Task item: For each line of the data below that contains "every", return that line.
..........
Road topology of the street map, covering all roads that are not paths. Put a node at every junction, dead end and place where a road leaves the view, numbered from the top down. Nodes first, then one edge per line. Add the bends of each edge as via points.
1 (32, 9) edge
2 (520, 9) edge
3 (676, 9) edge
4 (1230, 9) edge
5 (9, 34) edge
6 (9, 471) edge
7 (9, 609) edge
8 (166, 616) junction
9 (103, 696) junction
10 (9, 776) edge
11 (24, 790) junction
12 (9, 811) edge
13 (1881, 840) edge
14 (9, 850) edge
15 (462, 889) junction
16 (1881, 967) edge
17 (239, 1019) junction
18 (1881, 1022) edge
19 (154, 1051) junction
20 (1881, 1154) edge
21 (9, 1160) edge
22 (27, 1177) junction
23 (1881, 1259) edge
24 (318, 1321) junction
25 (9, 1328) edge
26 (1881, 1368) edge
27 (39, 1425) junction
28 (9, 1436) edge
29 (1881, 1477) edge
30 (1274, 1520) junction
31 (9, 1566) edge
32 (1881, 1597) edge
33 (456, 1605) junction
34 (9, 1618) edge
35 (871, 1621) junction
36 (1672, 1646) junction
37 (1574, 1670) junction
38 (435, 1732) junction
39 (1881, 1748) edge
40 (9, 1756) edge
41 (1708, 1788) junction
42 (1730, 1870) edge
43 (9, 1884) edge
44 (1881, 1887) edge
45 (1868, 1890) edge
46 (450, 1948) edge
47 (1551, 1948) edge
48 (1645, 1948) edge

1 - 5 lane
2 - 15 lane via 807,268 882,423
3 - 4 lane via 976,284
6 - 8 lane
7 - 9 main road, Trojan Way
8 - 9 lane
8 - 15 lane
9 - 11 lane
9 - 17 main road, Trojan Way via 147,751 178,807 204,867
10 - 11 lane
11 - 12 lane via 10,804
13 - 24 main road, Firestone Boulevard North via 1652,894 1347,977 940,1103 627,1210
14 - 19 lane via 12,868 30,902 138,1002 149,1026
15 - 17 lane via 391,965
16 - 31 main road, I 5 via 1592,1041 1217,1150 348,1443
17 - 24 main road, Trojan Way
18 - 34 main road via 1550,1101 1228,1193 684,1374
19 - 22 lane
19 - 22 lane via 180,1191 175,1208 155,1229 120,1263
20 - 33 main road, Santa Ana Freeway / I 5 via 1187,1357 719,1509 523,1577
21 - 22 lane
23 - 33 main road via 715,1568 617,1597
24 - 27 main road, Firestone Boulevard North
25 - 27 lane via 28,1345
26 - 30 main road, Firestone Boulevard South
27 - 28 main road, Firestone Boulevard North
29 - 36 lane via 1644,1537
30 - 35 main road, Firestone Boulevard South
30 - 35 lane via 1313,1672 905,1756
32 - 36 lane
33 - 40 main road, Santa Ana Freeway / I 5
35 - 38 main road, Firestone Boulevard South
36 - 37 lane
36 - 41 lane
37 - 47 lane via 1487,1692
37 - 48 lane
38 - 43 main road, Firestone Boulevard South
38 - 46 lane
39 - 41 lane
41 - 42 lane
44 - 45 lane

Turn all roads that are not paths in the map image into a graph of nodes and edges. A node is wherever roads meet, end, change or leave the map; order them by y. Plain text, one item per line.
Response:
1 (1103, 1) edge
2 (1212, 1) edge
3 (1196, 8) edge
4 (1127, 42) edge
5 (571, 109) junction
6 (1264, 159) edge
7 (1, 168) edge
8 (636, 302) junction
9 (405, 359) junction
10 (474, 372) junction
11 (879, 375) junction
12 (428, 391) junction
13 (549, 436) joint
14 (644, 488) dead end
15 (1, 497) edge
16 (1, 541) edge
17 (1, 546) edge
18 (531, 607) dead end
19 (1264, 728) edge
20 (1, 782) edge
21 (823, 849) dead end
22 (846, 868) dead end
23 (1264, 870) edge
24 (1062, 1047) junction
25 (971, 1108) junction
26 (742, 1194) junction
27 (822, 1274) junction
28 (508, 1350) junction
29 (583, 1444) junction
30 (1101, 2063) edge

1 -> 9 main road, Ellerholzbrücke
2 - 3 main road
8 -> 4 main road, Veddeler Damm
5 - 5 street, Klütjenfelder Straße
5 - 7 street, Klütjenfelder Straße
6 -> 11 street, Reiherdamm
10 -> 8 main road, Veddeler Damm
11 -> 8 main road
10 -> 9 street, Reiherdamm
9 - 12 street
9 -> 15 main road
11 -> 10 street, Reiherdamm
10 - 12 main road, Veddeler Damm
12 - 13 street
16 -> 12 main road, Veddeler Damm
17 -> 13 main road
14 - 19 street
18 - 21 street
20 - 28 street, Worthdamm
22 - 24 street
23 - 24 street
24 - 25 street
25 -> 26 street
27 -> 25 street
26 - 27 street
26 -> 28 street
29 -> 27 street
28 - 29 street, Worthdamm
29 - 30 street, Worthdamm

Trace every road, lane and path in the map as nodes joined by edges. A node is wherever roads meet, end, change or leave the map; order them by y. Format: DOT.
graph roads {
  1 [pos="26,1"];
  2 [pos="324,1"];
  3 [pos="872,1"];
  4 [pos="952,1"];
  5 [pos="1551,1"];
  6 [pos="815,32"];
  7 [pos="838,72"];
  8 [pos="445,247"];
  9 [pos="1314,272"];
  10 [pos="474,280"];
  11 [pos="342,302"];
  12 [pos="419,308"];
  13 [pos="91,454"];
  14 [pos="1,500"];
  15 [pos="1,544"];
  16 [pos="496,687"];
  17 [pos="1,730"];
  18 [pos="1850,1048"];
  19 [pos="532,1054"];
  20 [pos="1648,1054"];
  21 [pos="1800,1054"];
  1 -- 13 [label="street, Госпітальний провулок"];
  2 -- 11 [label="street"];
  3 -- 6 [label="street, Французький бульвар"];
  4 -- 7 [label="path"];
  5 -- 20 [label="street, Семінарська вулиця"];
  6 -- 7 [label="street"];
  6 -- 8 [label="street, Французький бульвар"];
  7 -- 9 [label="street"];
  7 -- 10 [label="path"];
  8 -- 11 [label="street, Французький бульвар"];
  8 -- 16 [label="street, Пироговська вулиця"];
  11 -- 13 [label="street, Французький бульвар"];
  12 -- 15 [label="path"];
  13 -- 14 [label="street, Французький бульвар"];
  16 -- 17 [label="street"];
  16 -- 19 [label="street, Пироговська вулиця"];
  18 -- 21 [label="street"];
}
..........
Response for this exercise:
Road topology of the street map, covering all roads that are not paths. Put a node at every junction, dead end and place where a road leaves the view, numbered from the top down. Nodes first, then one edge per line. Add the bends of each edge as via points.
Trace every road, lane and path in the map as nodes joined by edges. A node is wherever roads meet, end, change or leave the map; order them by y. Format: DOT.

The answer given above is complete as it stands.